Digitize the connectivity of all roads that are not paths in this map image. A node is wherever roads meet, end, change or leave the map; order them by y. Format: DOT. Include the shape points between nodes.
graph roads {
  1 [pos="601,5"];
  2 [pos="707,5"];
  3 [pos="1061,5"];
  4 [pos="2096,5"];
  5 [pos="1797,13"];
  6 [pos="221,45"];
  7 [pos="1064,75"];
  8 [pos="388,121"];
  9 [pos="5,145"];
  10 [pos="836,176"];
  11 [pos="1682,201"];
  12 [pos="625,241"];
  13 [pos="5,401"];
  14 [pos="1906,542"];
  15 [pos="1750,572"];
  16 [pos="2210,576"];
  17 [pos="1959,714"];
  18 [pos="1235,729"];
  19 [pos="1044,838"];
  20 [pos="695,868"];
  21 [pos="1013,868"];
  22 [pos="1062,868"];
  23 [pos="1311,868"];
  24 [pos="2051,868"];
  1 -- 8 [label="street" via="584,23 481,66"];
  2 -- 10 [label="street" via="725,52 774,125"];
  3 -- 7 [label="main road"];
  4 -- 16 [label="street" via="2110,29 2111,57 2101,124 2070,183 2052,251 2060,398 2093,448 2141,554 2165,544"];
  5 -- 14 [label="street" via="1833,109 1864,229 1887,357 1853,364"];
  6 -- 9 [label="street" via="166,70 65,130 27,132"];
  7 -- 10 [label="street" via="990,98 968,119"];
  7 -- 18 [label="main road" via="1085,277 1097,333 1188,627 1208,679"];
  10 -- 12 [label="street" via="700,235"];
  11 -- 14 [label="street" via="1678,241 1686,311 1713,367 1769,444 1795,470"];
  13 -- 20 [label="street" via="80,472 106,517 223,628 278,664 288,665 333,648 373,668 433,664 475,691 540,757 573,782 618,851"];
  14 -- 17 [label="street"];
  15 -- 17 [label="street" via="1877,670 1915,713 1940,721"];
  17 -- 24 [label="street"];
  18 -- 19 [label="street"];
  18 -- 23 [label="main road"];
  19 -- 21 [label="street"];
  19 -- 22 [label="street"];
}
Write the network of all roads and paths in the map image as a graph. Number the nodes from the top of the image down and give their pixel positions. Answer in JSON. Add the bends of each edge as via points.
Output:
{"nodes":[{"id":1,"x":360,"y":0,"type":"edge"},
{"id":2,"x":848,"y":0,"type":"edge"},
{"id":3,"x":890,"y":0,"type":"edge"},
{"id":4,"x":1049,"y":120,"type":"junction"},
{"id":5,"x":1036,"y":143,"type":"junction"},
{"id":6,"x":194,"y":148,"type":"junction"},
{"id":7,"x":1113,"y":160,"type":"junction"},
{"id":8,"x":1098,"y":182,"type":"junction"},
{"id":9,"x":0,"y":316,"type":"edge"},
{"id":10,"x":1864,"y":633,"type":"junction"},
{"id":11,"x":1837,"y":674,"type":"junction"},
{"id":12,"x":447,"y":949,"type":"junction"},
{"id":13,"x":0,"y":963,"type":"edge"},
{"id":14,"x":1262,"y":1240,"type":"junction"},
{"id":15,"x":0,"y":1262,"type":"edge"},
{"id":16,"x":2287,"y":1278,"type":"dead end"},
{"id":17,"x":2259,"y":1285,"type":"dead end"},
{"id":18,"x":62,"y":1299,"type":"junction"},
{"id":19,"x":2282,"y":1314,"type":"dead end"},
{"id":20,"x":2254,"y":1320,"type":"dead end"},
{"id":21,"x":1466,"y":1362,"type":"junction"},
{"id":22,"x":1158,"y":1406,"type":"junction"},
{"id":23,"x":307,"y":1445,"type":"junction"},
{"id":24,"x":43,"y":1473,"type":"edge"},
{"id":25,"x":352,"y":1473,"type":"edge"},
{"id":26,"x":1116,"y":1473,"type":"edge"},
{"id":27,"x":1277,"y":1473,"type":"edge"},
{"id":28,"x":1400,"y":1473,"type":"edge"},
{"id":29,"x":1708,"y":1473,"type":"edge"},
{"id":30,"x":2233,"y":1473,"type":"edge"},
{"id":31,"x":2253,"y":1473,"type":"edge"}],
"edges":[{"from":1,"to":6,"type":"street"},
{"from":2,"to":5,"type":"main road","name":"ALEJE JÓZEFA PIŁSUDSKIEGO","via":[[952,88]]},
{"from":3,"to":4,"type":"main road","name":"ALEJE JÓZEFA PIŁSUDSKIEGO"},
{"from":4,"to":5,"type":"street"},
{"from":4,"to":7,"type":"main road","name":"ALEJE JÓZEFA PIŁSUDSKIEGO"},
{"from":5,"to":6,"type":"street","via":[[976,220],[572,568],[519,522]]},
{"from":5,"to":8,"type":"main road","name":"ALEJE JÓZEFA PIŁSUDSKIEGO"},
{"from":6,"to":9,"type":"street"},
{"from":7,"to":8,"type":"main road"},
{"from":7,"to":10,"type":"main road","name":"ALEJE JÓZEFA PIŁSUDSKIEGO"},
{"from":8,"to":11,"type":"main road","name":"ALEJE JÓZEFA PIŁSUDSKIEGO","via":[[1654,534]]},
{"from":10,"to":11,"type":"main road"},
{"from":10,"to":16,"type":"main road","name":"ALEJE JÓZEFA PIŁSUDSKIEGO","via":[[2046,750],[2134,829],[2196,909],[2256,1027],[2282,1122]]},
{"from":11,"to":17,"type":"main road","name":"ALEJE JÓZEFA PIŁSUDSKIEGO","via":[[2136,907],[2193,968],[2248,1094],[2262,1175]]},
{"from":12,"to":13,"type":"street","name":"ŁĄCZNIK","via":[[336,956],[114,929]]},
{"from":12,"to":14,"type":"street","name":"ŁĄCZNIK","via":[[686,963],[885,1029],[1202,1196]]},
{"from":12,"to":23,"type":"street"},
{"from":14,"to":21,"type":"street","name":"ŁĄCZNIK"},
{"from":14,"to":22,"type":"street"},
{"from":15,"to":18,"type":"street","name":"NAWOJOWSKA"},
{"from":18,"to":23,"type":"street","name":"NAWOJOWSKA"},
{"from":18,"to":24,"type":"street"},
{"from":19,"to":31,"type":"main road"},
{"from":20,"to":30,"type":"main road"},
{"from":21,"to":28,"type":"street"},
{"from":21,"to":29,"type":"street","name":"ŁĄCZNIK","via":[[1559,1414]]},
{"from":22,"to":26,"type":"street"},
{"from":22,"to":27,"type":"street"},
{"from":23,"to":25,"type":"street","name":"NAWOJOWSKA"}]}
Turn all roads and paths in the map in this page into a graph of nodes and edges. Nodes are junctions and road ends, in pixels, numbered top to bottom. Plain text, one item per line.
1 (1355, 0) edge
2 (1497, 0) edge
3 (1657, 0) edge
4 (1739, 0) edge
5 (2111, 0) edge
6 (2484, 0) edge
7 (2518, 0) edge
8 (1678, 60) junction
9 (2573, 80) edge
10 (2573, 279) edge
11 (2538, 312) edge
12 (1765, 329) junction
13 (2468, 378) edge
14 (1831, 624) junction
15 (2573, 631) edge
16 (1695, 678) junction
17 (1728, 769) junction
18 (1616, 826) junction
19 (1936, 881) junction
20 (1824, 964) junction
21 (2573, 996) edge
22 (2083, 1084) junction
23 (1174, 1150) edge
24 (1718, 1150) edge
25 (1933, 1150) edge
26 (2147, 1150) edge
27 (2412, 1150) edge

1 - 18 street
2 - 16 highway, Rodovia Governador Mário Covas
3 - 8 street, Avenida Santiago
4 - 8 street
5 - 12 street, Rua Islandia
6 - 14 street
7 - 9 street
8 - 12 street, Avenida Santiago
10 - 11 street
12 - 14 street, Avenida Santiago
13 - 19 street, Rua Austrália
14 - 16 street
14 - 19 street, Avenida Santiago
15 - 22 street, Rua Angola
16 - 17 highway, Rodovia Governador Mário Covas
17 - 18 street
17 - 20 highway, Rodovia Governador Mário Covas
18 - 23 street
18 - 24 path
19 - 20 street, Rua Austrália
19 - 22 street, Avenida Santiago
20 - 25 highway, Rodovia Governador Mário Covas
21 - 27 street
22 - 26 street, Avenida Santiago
* * *
▸ **Problem**
Copy every line in the entries above that has the string "dead" in it.

▸ **Solution below**
{"id":16,"x":2287,"y":1278,"type":"dead end"},
{"id":17,"x":2259,"y":1285,"type":"dead end"},
{"id":19,"x":2282,"y":1314,"type":"dead end"},
{"id":20,"x":2254,"y":1320,"type":"dead end"},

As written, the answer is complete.